DATA SECTION section start
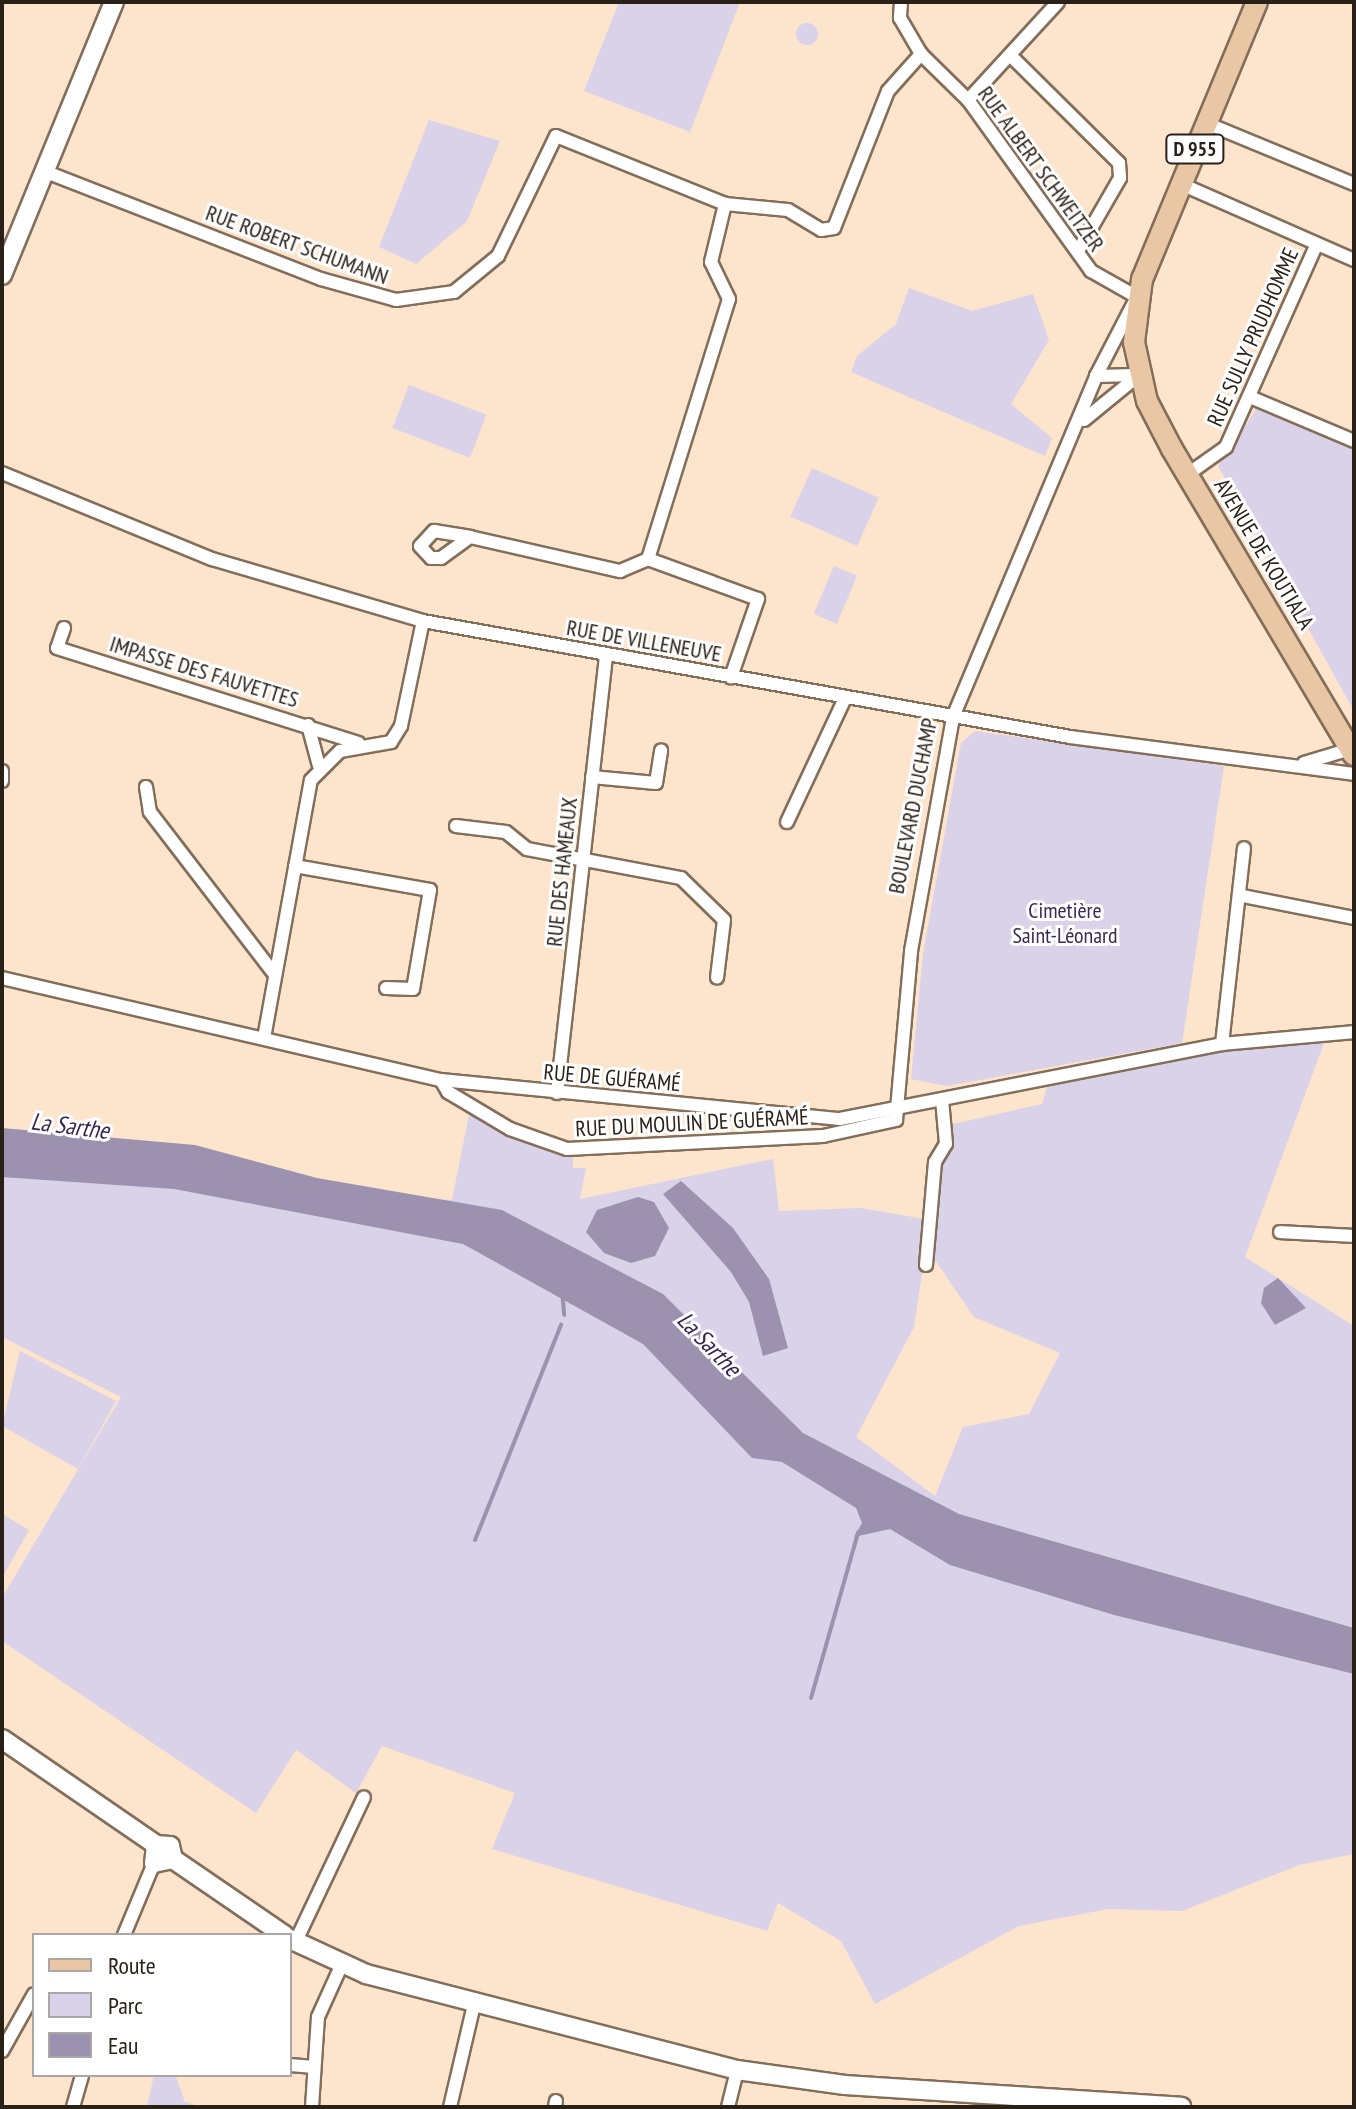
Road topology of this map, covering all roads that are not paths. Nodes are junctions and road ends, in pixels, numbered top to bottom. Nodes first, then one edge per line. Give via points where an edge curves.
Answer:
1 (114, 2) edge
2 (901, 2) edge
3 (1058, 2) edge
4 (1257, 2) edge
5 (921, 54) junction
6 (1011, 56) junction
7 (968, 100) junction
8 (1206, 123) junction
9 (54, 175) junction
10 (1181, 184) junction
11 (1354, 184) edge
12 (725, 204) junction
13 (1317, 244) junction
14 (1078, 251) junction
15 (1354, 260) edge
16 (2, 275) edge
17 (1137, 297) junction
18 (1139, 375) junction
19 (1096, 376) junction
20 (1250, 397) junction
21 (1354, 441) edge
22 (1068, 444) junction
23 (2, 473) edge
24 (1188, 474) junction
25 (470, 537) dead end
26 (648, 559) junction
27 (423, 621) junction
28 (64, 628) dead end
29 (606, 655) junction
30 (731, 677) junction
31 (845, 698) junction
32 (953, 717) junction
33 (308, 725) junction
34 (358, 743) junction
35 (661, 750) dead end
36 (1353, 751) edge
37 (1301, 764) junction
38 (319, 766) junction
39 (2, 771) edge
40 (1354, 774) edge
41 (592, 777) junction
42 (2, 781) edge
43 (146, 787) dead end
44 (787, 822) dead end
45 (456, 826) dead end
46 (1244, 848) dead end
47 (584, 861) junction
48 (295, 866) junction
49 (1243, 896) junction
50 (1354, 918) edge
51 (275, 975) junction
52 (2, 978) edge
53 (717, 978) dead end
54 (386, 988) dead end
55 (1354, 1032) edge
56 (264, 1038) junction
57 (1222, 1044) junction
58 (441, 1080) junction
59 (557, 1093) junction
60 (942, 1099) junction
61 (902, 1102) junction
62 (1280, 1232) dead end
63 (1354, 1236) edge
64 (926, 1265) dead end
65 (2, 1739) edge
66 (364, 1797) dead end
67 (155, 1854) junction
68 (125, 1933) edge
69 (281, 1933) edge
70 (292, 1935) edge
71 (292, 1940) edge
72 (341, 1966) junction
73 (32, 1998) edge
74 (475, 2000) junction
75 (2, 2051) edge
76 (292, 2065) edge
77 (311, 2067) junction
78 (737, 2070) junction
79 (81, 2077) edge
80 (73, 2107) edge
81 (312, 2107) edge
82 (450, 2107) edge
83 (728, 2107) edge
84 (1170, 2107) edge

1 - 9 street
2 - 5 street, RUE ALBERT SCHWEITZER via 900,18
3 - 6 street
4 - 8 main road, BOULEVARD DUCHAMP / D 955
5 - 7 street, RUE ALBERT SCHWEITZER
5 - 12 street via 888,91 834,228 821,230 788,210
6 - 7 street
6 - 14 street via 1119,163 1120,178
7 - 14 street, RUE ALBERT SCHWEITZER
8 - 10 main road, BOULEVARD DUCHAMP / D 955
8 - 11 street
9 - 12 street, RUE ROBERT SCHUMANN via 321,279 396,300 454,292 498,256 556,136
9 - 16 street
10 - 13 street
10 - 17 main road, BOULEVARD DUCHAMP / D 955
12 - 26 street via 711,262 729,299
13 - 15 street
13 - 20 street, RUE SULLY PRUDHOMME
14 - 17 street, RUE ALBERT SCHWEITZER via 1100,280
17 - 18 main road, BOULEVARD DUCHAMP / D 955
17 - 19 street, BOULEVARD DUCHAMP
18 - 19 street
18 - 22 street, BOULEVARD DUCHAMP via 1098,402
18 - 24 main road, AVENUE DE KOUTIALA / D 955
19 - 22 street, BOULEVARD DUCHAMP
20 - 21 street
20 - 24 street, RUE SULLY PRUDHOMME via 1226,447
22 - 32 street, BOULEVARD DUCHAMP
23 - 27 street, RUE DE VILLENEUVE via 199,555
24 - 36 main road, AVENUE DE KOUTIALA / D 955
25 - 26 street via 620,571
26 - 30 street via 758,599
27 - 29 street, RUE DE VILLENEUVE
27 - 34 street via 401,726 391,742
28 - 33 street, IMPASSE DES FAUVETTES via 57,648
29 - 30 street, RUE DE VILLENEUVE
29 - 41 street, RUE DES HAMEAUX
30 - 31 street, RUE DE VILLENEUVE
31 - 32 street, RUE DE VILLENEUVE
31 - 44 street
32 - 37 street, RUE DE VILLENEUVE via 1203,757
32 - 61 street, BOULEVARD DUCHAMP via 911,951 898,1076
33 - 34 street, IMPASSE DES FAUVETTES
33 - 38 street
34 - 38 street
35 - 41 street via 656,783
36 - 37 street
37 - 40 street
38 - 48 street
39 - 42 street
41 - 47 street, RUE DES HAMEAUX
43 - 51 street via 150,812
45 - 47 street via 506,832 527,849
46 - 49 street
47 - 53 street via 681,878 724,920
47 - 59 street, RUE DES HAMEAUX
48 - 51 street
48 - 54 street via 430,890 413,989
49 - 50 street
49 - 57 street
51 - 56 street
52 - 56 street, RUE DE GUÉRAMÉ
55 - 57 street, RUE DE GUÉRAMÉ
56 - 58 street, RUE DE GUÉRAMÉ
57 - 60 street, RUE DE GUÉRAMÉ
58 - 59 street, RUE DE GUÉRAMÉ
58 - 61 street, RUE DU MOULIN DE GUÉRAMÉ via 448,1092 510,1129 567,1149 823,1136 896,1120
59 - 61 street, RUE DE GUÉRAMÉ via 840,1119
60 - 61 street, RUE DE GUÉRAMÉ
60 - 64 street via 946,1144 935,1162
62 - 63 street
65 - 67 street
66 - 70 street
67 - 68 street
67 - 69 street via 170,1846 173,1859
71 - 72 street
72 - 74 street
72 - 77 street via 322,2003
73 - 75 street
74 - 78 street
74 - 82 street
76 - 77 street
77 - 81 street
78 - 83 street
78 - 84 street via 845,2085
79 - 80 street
DATA SECTION section end
* _WORK TO COMPLETE_
Which lines above include the word "GUÉRAMÉ"? Return each one.

* _RESULT BELOW_
52 - 56 street, RUE DE GUÉRAMÉ
55 - 57 street, RUE DE GUÉRAMÉ
56 - 58 street, RUE DE GUÉRAMÉ
57 - 60 street, RUE DE GUÉRAMÉ
58 - 59 street, RUE DE GUÉRAMÉ
58 - 61 street, RUE DU MOULIN DE GUÉRAMÉ via 448,1092 510,1129 567,1149 823,1136 896,1120
59 - 61 street, RUE DE GUÉRAMÉ via 840,1119
60 - 61 street, RUE DE GUÉRAMÉ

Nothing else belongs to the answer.